Sikratua said:
Therumancer said:
I think it's ridiculous to call them terrorists, people overuse that term to the point where soon it's going to miss any relevency or meaning.
I took the liberty of looking up the word "Terrorist." Dictionary.com defines "Terrorist" as
a person, usually a member of a group, who uses or advocates terrorism.
So, I looked up the word "Terrorism." Webster.com defines "terrorism" as
the systematic use of terror especially as a means of coercion
Explain to me how this doesn't qualify. And, please, don't give me any bullshit about how we shouldn't base our language by what words actually mean. Frankly, once you get past your VERY flawed opening statement, upon which you base your entire arguement, not a single word in your post has any validity, whatsoever.
Ahhh, semantics games.
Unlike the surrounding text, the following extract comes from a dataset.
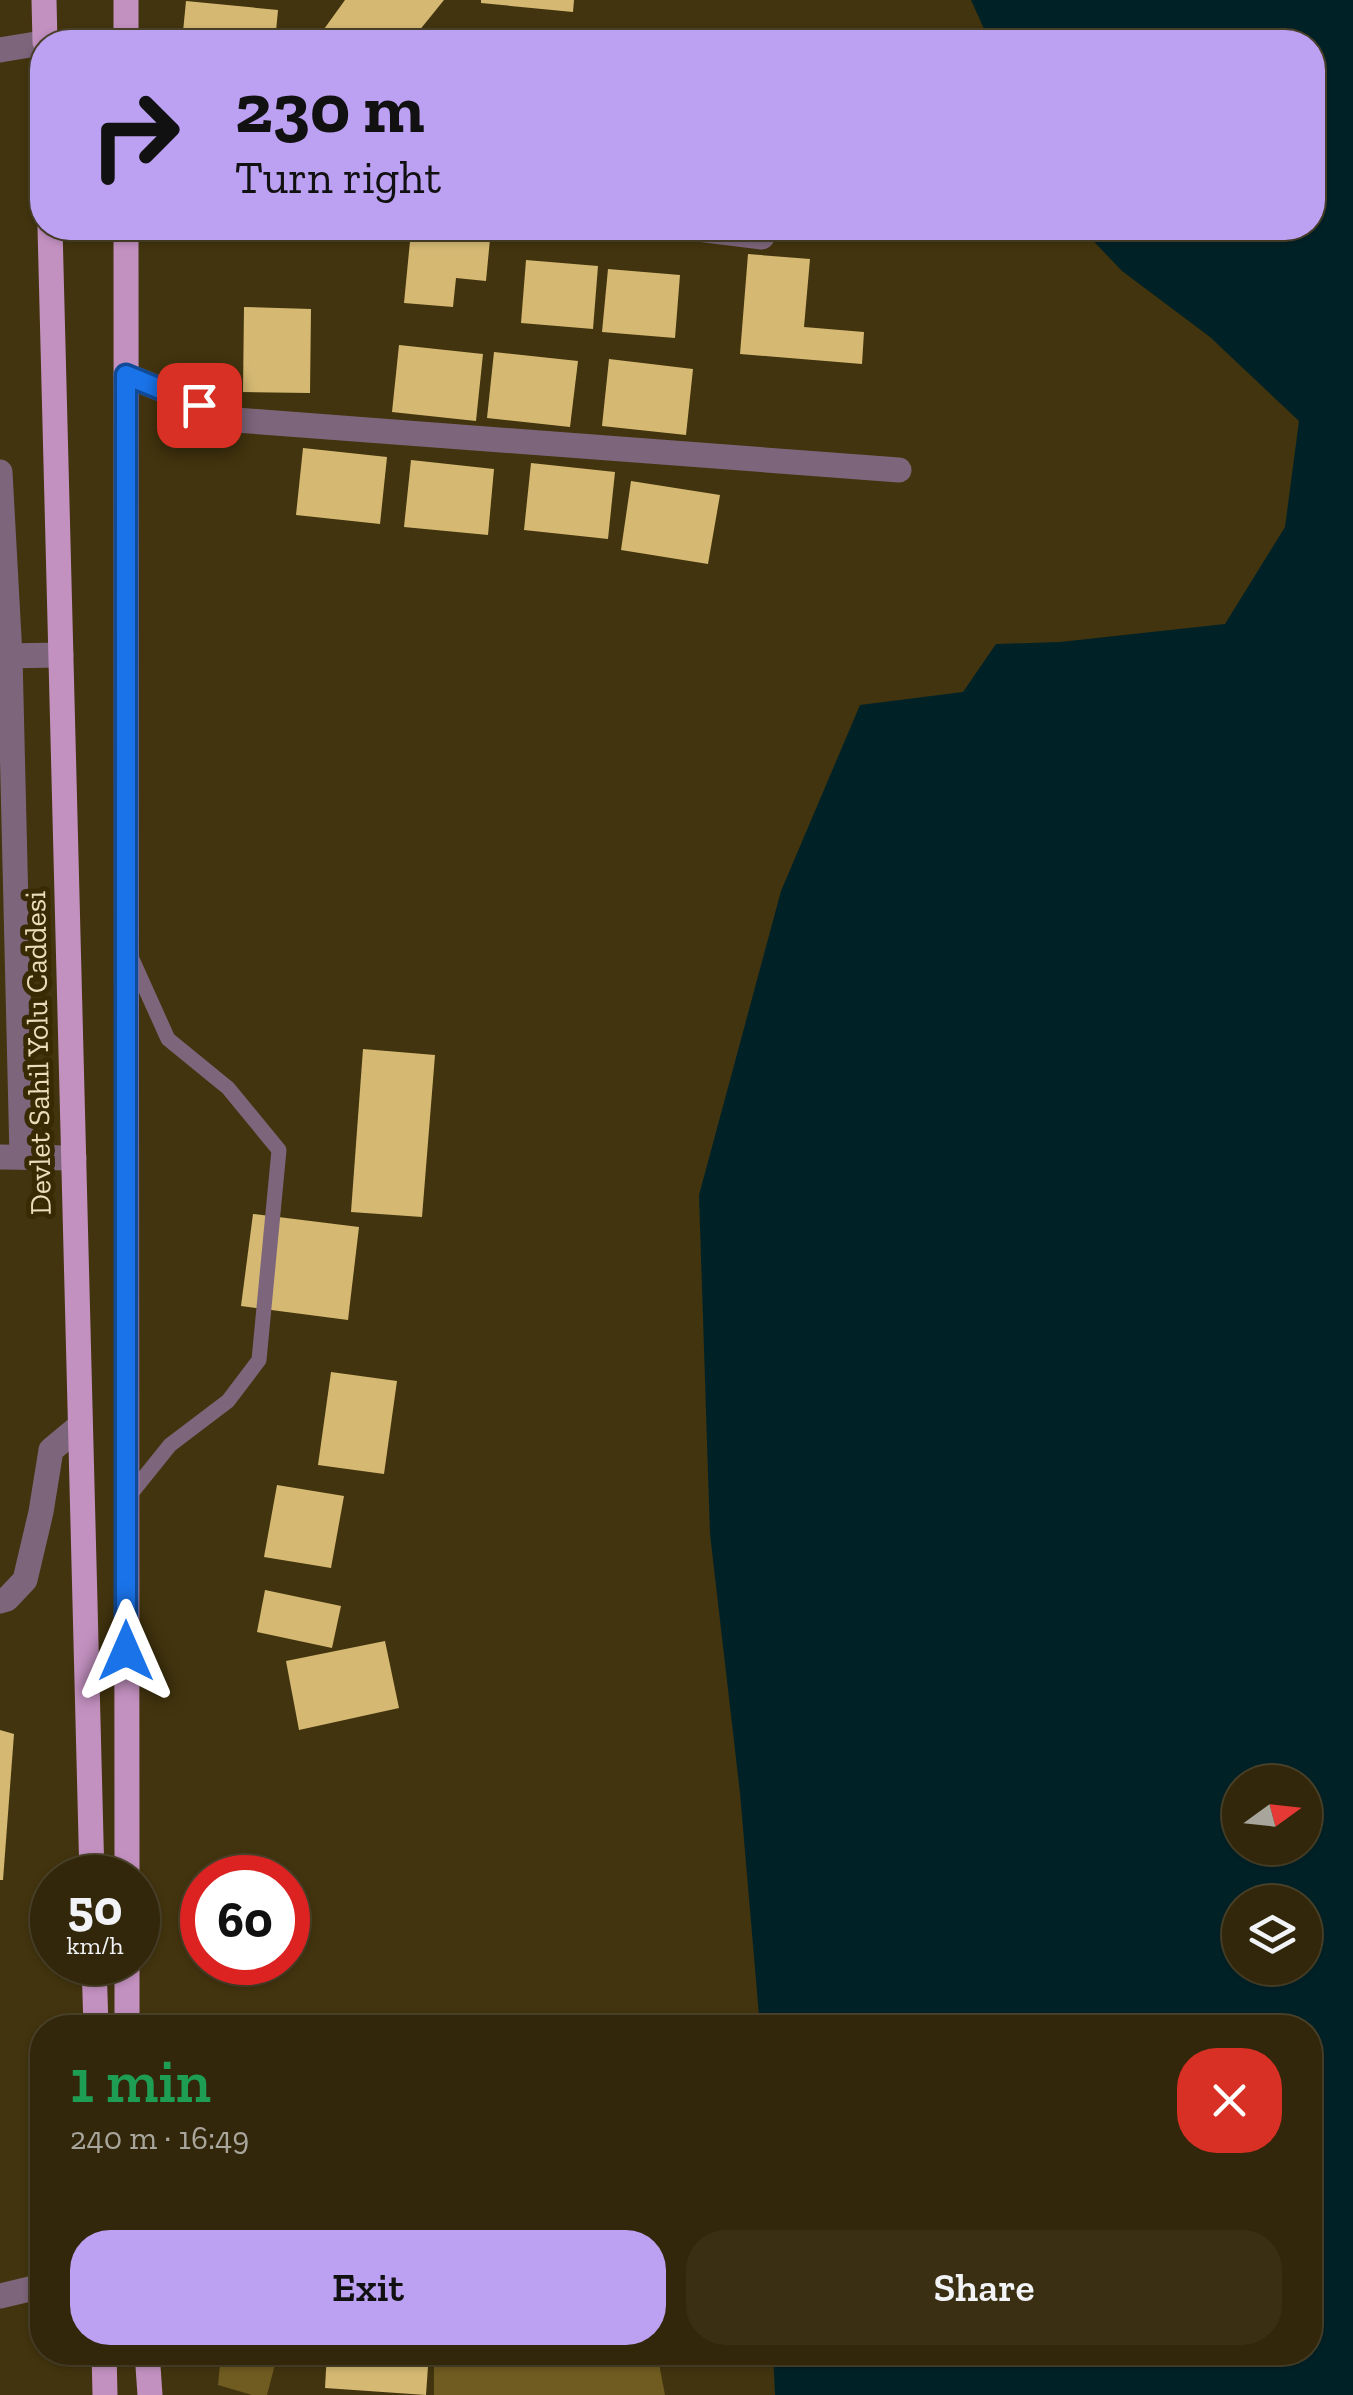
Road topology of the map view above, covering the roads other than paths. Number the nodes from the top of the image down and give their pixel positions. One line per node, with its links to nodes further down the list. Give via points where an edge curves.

Gotta love them.
It's like this, people constantly start trying to expand the definition of terms to include a very broad array of behaviors and activities, until they cease to have the initial meaning, and gradually lose their thunder.
It's sort of like how the UN has extended the definition of Genocide to go beyond the extermination of a race of people, and into the extermination of an idealogy, and so on. Largely so it can yell "Genocide" at anything it doesn't like, and use such a broad definition to justify taking absolute action against any group of people.
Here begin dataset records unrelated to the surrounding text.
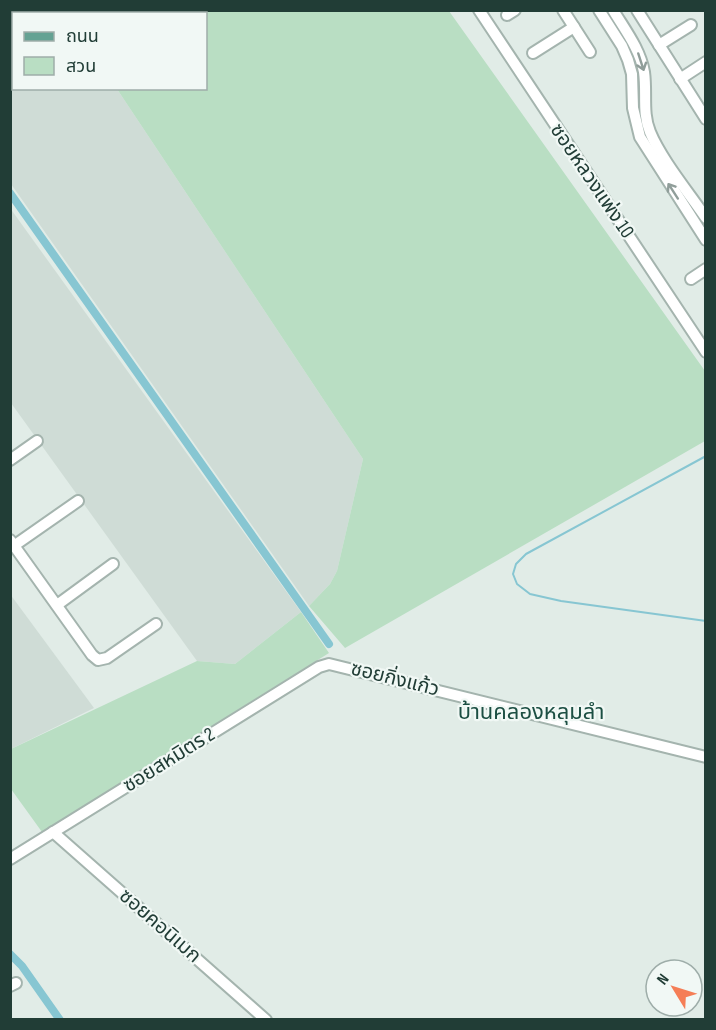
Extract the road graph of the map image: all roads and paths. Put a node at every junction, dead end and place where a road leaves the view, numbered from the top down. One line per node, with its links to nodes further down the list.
1 (479, 10): 18 (street, ซอยหลวงแพ่ง 10)
2 (563, 10): 7 (street)
3 (599, 10): 15 (street, one-way to 3)
4 (613, 10): 14 (street, one-way to 14)
5 (637, 10): 8 (street)
6 (691, 25): 8 (street)
7 (574, 27): 9 (street); 10 (street)
8 (659, 45): 12 (street)
9 (590, 52)
10 (533, 53)
11 (705, 62): 12 (street)
12 (680, 79): 13 (street)
13 (705, 117)
14 (704, 213)
15 (705, 240)
16 (705, 268): 17 (street)
17 (692, 279)
18 (705, 352)
19 (37, 441): 20 (street)
20 (10, 460)
21 (78, 501): 22 (street)
22 (13, 543): 24 (street)
23 (113, 564): 24 (street)
24 (57, 604): 25 (street)
25 (156, 624)
26 (329, 664): 27 (street, ซอยกิ่งแก้ว); 28 (street, ซอยสหมิตร 2)
27 (705, 757)
28 (53, 832): 29 (street, ซอยสหมิตร 2); 30 (street, ซอยคอนิเมก)
29 (10, 859)
30 (266, 1020)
Right now there is a jump to broadly define terrorism, so it can be applied to pretty much anyone who uses strong arm tactics for anything. It will get to the point where since we start calling muggers terrorists because of the "literal" definition of the term that nobody much cares. I'm personally waiting for "this guy tried to intimidate me into giving him my wallet so he should be tried as a terrorist" to actually go to court personally.
Up until recently, what was intended when someone said "terrorist" was obvious, you'll notice nobody really tried to go after groups like The Mob as being terrorists, despite running some of the largest scale intimidation rackets ever.
Your pretty much trying to win an arguement by semantics games and trying to argue based on a ridiculously broad literal meaning of a term, rather than how it applies to society, and how it has been applied until there have been recent gains in using the term due to things like The Patriot Act. Had The Patriot Act existed they would have gone after Al Capone as a terrorist rather than trying to prove things like racketeering, and eventually fail so hard that they wound up having to use tax law.
As I see things, what we're dealing with is pretty much vigilantism. The acts are largely being perpetuated because of the failure, or unwillingness of, conventional authorities to deal with the target. What is being done is still wrong, and a crime, as things like this tend to get out of control much more than comic books or science fiction novels, but not really an act of terrorism.
As the term traditionally applies to society I'd be more willing to accept the label of terrorism if say "Lulzsec" was setting off Fertalizer bombs inside places like Sony's Tokyo headquarters, without any real concern for collateral damage.
As far as these activities go, I don't even think there is any real desire to spread general fear, as all of the information stolen has been handled in such a way as to minimize the risk of anything bad happening to anyone. The only people really being leveraged are Sony, everyone else is being inconveinenced more than terrorized.
See, right now all of this publically released information is put out in such a way that it becomes very easy for identity protection services to step in. If they were keeping the stuff to themselves, stealing fortunes in money, etc... and telling people "turn on Sony or we will destroy your lives" that would be more of a terrorist act.
Of course the longer this goes on, the more likely that the system will fail, and someone will exploit that released information before any kind of ID protection can take place, and again that's exactly why things like this aren't quite the cool victimless crimes they are in fiction, someone always gets hurt in the end if they go on.